[Dataset entries]

"""

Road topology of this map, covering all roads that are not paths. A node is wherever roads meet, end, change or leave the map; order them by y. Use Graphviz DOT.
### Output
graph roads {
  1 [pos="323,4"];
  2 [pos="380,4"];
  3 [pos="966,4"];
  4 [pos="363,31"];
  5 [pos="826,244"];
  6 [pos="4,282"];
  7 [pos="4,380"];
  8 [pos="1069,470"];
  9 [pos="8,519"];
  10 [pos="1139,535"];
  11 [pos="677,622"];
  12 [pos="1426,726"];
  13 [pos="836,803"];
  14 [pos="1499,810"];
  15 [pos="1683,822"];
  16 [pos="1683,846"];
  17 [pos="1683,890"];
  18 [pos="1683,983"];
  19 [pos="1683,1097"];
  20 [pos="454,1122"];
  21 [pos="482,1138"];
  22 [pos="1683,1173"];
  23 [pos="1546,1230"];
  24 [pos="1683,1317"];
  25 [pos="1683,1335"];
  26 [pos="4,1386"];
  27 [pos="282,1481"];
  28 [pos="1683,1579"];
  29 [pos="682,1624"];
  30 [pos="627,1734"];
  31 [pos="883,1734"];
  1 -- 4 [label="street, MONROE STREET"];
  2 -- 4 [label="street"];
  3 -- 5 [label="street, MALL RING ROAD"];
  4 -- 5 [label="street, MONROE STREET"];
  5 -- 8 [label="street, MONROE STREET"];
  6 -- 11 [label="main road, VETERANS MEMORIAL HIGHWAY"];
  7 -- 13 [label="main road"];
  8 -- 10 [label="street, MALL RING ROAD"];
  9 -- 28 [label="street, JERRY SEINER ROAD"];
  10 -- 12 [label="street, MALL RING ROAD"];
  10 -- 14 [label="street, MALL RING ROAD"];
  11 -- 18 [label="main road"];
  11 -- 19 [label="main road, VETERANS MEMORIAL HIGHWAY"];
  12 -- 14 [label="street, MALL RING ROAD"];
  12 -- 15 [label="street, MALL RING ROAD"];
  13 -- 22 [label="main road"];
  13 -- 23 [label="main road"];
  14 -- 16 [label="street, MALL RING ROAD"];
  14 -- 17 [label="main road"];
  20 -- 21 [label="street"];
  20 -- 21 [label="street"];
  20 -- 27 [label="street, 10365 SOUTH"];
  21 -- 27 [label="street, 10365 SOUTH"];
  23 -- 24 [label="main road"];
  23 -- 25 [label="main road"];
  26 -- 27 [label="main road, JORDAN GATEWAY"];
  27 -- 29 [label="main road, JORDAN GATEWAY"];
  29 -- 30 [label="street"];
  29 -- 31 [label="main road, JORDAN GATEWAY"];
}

"""

Exercise description -> Find the word "HIGHWAY" in the records and pull out each line that has it.

Response area ->
  6 -- 11 [label="main road, VETERANS MEMORIAL HIGHWAY"];
  11 -- 19 [label="main road, VETERANS MEMORIAL HIGHWAY"];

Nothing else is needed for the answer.